Can one not infer from this some particular divine will that our national ethos be ingrained in us, and that specifically the history written in the Hebrew Bible, in this textual form, is what should influence us on the national level?
Now, if that is indeed important, how would it be expressed? As you said: values can be learned elsewhere, maybe even better. Same for psychology, and same for history.
But the combination of everything as a founding ethos, together with engaging in the details, perhaps builds some spiritual-metaphysical layer in the nation (I used the word “layer” here; maybe someone else would find another word) that God does want? That every individual in the nation should be committed to engaging with this, and that it should be internalized within him?
Since, as you said, it is the text itself that is sacred here, perhaps refining and developing the ability to analyze literary text is the tool for reaching the desired ethos? 
This is of course just a theory based on the assumption that if this text is indeed sacred, and God wanted this text to reach us, then God has some interest in our doing something with this text.
And since you ruled out everything else with good arguments, I was left with this idea.
 
If this was addressed in the comments on columns 134–135, I didn’t see it; there were a lot of comments.
 
Thank you, and sorry if people have already worn you out on this topic.
 

Answer

My answer is twofold: building an ethos is not study. It is like working on character traits. That may be important, but it is not study. And moreover, ethos does not require details. It exists in all of us already, and there is no need to dig into details, resolve contradictions between verses, and invent interpretations that teach us nothing.

Discussion on Answer

Moishe Oofnik (2023-11-22)

Thank you for the answer.

I agree that this is not like Torah study, because Torah study requires entering into matters that are all available to us, and the more deeply we go in, the more we can reach some kind of truth, whereas with the Hebrew Bible you can split hairs as much as you want, but you cannot necessarily arrive at the truth.
But regarding the plain meaning of the text, you can agree on something like 70% (I’m just throwing out a number, of course), and the rest is hair-splitting that won’t necessarily get us anywhere.

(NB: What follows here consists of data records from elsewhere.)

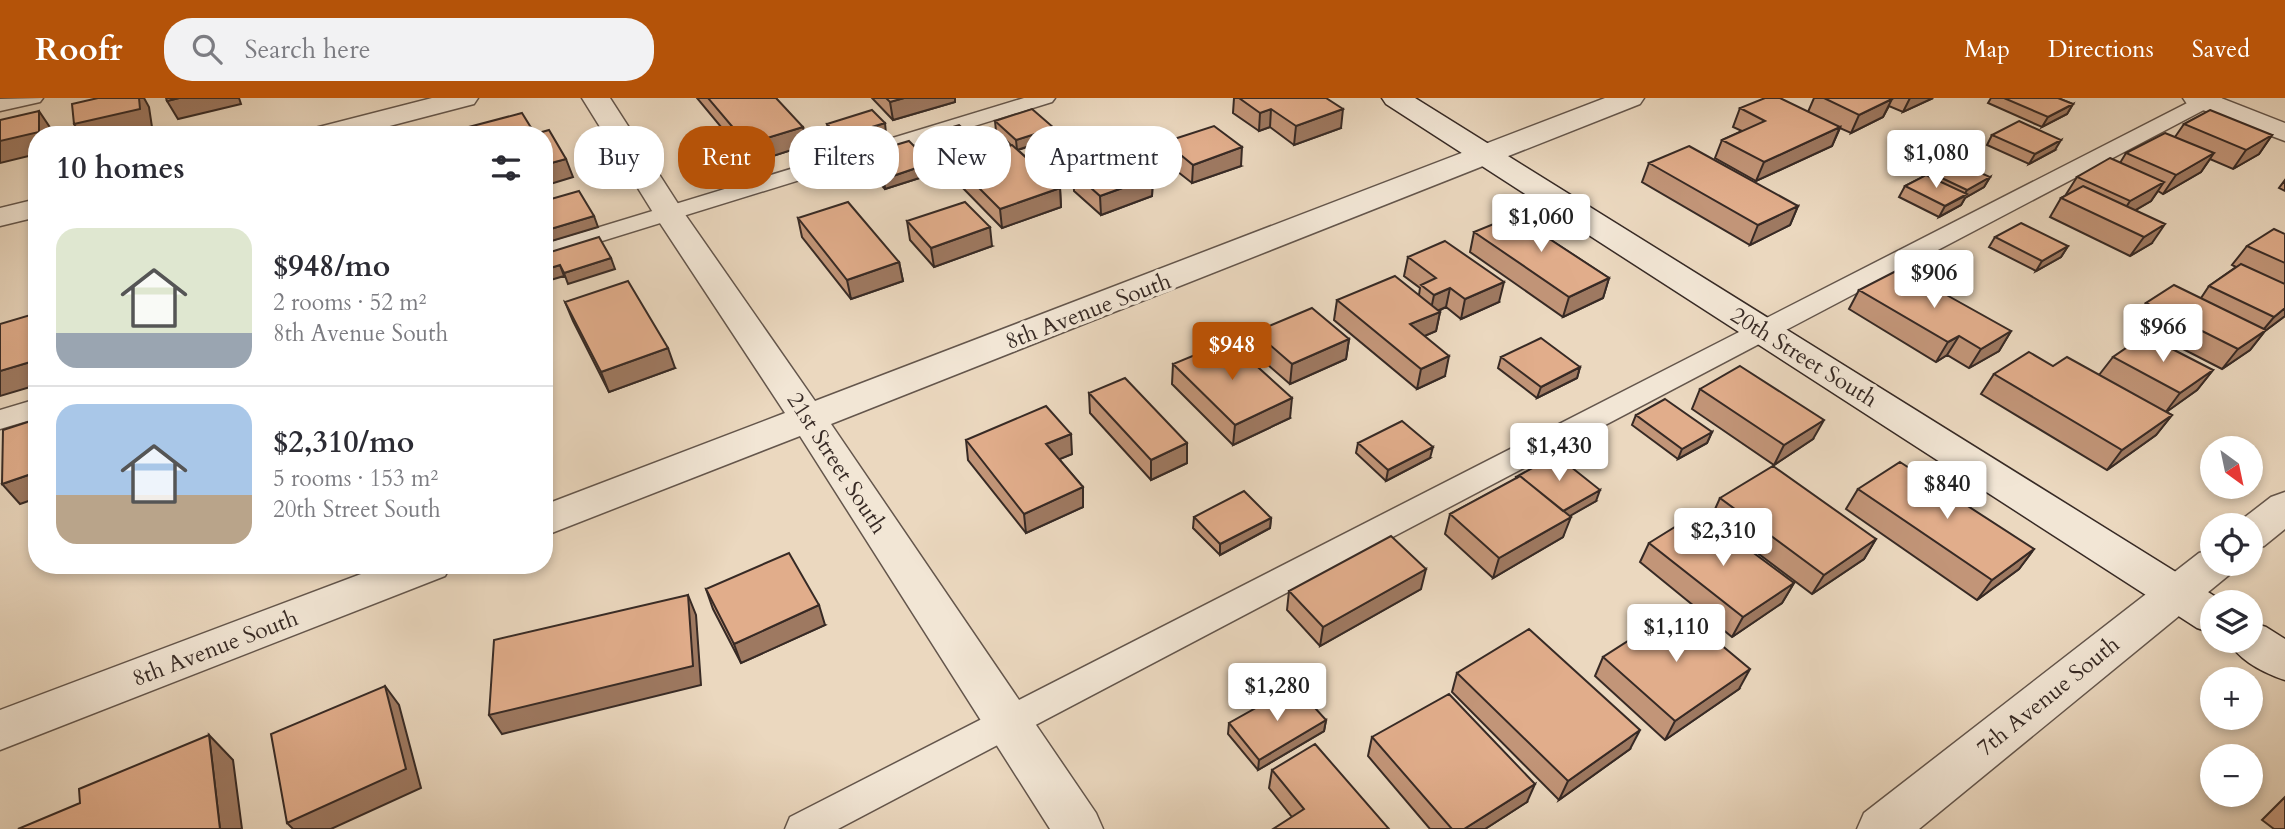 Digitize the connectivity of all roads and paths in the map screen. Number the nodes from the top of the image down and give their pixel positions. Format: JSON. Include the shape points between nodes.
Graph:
{"nodes":[{"id":1,"x":33,"y":98,"type":"edge"},
{"id":2,"x":464,"y":98,"type":"edge"},
{"id":3,"x":596,"y":98,"type":"edge"},
{"id":4,"x":1045,"y":98,"type":"edge"},
{"id":5,"x":1395,"y":98,"type":"edge"},
{"id":6,"x":1630,"y":98,"type":"edge"},
{"id":7,"x":2205,"y":99,"type":"edge"},
{"id":8,"x":0,"y":105,"type":"edge"},
{"id":9,"x":356,"y":126,"type":"edge"},
{"id":10,"x":2285,"y":133,"type":"edge"},
{"id":11,"x":1485,"y":155,"type":"junction"},
{"id":12,"x":28,"y":210,"type":"edge"},
{"id":13,"x":669,"y":214,"type":"junction"},
{"id":14,"x":0,"y":217,"type":"edge"},
{"id":15,"x":553,"y":250,"type":"edge"},
{"id":16,"x":1764,"y":331,"type":"junction"},
{"id":17,"x":28,"y":411,"type":"edge"},
{"id":18,"x":0,"y":420,"type":"edge"},
{"id":19,"x":809,"y":420,"type":"junction"},
{"id":20,"x":2285,"y":507,"type":"edge"},
{"id":21,"x":553,"y":518,"type":"edge"},
{"id":22,"x":2263,"y":525,"type":"edge"},
{"id":23,"x":407,"y":574,"type":"edge"},
{"id":24,"x":2208,"y":576,"type":"edge"},
{"id":25,"x":2194,"y":604,"type":"edge"},
{"id":26,"x":2263,"y":648,"type":"edge"},
{"id":27,"x":2285,"y":662,"type":"edge"},
{"id":28,"x":1006,"y":722,"type":"junction"},
{"id":29,"x":0,"y":730,"type":"edge"},
{"id":30,"x":803,"y":829,"type":"edge"},
{"id":31,"x":1078,"y":829,"type":"edge"},
{"id":32,"x":1882,"y":829,"type":"edge"}],
"edges":[{"from":1,"to":8,"type":"lane"},
{"from":2,"to":9,"type":"street"},
{"from":3,"to":13,"type":"street","name":"21st Street South"},
{"from":4,"to":13,"type":"lane"},
{"from":5,"to":11,"type":"street","name":"20th Street South"},
{"from":6,"to":11,"type":"street","name":"8th Avenue South"},
{"from":7,"to":10,"type":"street"},
{"from":7,"to":16,"type":"lane"},
{"from":11,"to":16,"type":"street","name":"20th Street South"},
{"from":11,"to":19,"type":"street","name":"8th Avenue South"},
{"from":12,"to":14,"type":"street"},
{"from":13,"to":15,"type":"lane"},
{"from":13,"to":19,"type":"street","name":"21st Street South"},
{"from":16,"to":25,"type":"street","name":"20th Street South"},
{"from":16,"to":28,"type":"lane"},
{"from":17,"to":18,"type":"lane"},
{"from":19,"to":21,"type":"street","name":"8th Avenue South"},
{"from":19,"to":28,"type":"street","name":"21st Street South"},
{"from":20,"to":22,"type":"street"},
{"from":23,"to":29,"type":"street","name":"8th Avenue South"},
{"from":24,"to":25,"type":"street","name":"7th Avenue South"},
{"from":25,"to":32,"type":"street","name":"7th Avenue South"},
{"from":26,"to":27,"type":"street"},
{"from":28,"to":30,"type":"lane"},
{"from":28,"to":31,"type":"street","name":"21st Street South"}]}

It’s not that we have to be expert in the details, but rather that
the engagement with the text itself is meant to root what is written in us at some higher level.

Maybe by everyone studying the sacred text, that is what creates our national identity in all of us.

Since there is no commandment here of Torah study in the simple sense, we were not commanded in it, but from the very fact that the text is sacred, one can understand that God does want us to do something with this text. And the most straightforward thing to do with a text is to read it.

And as for interpreting the text, by way of analogy, it reminds me a bit of judges’ interpretations of a law enacted in parliament.
It can be interpreted conservatively according to the rules of textual analysis (literary?), as opposed to more progressive interpretations that rely on various external things.
Since there is no obligation here to understand it one way or the other, there is the matter of engaging in it for its own sake, and unlike “great is study, for it leads to action,” here reading itself is great (let’s say). Period. Without taking anything further from it, other than connecting to the text as something we all do.

I’m reading what I wrote, and it definitely looks like finger-in-the-air nonsense, but the very existence of a sacred text prompts reflection about what it means for us.